# gold or maculatus?



## 1piranhaman (Apr 21, 2004)

i dont have a picture yet, but one of my golds has a very small tail and deosnt have one of the fins that my other one has, the fin in between the dorsal and tail. anyone have a clue or mabee hes just deformed. other than that his entire body structure is identicle. one more thing, it is starting to get a humoral spot, thats kind of strange isnt it?


----------



## Noe (Aug 22, 2003)




----------



## 1piranhaman (Apr 21, 2004)

thanks for the help, i dont have any so i figured someone could help without any-----guess not-


----------



## Husky_Jim (May 26, 2003)

From what you saying you are reffering to the Ventral fin.Piranhas may loose this fin when young due to fin nipage and (correct me if wrong) Frank once told that it might not being developed at all...
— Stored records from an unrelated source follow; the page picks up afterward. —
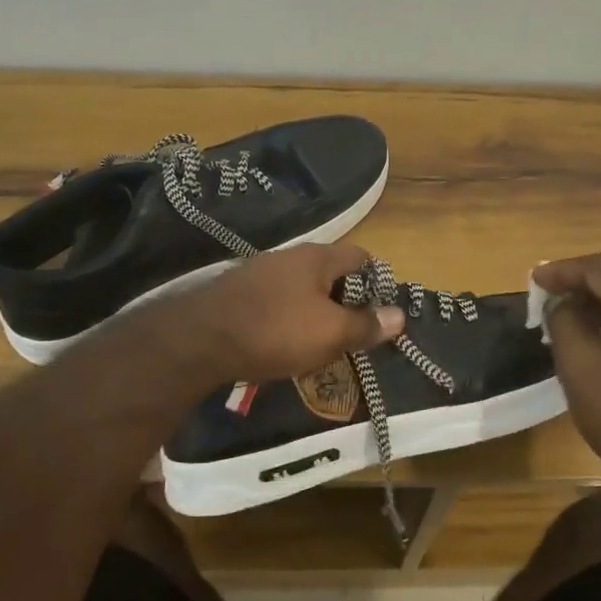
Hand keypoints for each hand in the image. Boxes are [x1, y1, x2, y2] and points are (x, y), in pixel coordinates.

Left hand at [142, 243, 404, 384]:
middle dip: (344, 301)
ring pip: (301, 289)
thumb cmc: (276, 331)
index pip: (360, 256)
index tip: (380, 310)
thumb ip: (366, 325)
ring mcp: (259, 273)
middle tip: (352, 333)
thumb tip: (400, 316)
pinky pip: (275, 302)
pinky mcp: (237, 293)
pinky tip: (282, 344)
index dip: (376, 280)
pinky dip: (286, 319)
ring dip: (314, 312)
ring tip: (319, 344)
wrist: (200, 340)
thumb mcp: (330, 334)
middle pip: (329, 272)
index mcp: (317, 258)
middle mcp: (289, 257)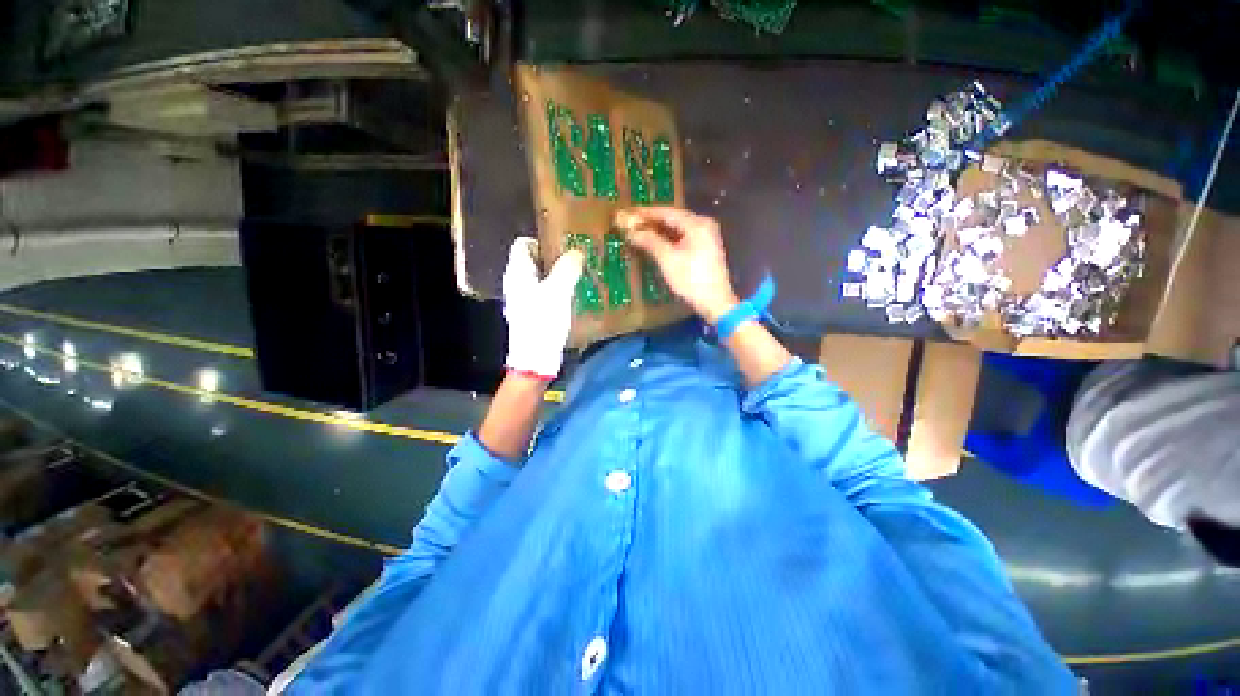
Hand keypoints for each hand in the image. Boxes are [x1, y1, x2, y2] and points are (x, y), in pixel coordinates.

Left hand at [502, 236, 584, 379]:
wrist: (535, 359)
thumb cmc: (543, 322)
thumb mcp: (558, 291)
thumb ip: (567, 268)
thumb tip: (576, 252)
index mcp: (517, 272)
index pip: (523, 244)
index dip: (542, 241)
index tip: (564, 247)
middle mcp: (517, 283)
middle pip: (534, 261)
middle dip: (555, 258)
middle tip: (577, 261)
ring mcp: (524, 299)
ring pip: (542, 278)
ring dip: (559, 276)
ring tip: (580, 277)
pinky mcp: (533, 313)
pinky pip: (546, 294)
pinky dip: (558, 291)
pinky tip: (573, 296)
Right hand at [616, 207, 738, 322]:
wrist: (715, 302)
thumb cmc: (691, 280)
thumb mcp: (668, 259)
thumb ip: (650, 241)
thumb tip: (632, 231)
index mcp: (696, 224)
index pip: (666, 212)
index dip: (645, 213)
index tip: (628, 213)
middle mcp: (703, 225)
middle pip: (673, 218)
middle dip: (651, 221)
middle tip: (631, 222)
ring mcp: (706, 236)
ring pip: (677, 228)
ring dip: (659, 230)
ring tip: (639, 230)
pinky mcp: (705, 248)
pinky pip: (683, 237)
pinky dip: (668, 238)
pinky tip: (655, 241)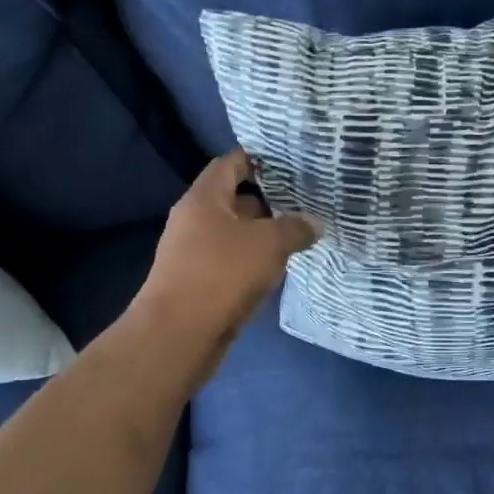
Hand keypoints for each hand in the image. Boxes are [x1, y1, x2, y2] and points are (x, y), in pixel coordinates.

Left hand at [136, 149, 320, 357]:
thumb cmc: (222, 274)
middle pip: (235, 199)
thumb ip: (296, 228)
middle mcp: (195, 220)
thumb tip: (314, 223)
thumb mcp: (269, 244)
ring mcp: (195, 253)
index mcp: (204, 199)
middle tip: (307, 200)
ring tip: (302, 232)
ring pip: (236, 233)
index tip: (291, 163)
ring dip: (265, 233)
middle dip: (270, 199)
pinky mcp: (201, 282)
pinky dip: (255, 259)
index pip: (231, 164)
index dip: (259, 159)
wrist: (179, 334)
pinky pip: (233, 260)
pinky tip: (281, 266)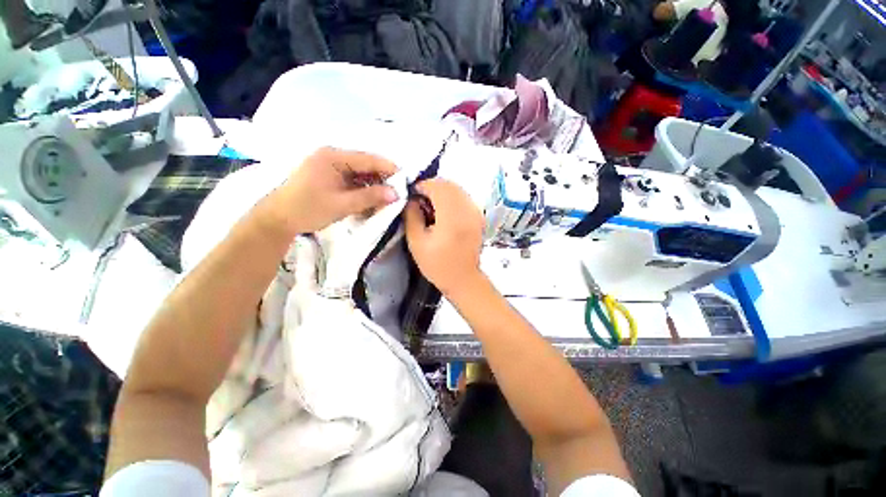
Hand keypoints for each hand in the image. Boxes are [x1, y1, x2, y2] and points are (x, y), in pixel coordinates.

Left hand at [270, 147, 398, 233]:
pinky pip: (352, 181)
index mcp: (333, 157)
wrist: (278, 219)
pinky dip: (363, 190)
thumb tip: (396, 194)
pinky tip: (371, 200)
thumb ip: (370, 197)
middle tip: (397, 193)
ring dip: (373, 186)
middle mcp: (333, 157)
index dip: (389, 169)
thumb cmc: (308, 209)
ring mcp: (330, 167)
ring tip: (387, 198)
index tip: (406, 180)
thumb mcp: (342, 204)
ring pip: (360, 174)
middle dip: (382, 179)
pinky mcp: (329, 177)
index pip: (368, 159)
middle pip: (365, 165)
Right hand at [404, 179, 484, 296]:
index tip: (412, 194)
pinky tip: (444, 209)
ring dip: (442, 191)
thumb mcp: (417, 243)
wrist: (464, 279)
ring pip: (458, 189)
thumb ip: (412, 216)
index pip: (438, 187)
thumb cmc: (437, 265)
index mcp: (452, 217)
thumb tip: (411, 199)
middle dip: (432, 186)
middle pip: (449, 185)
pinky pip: (464, 197)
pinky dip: (452, 197)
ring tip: (431, 204)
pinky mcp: (479, 217)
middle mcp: (467, 210)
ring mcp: (476, 213)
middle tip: (420, 198)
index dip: (423, 185)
A pic is needed for proper id...


----------



## 1piranhaman (Apr 21, 2004)

ya the ventral fin, i forgot the word, but it just must have not developed then. hes got a nub there just no fin. oh well, he'll just be a gold in my book then untill i can get some pictures up, cause ive never owned or seen a mac in person so i have nothing but pics to compare to anyways. thanks for the help bud.


----------



## Caseman (Jan 7, 2004)

Pics would help!


----------



## hastatus (Jan 16, 2003)

> 1piranhaman Posted on Apr 21 2004, 11:40 PM
> *ya the ventral fin, i forgot the word, but it just must have not developed then. hes got a nub there just no fin. *oh well, he'll just be a gold in my book then untill i can get some pictures up, cause ive never owned or seen a mac in person so i have nothing but pics to compare to anyways. thanks for the help bud.


Nub? All the fins are fully developed on young piranas. It may be the fin is clear or as was stated b4 bit off. "gold" is a common name, "maculatus" is part of a scientific name or bionomen. "Gold" can refer to handful of given species. Please get a photo in order to help you.


----------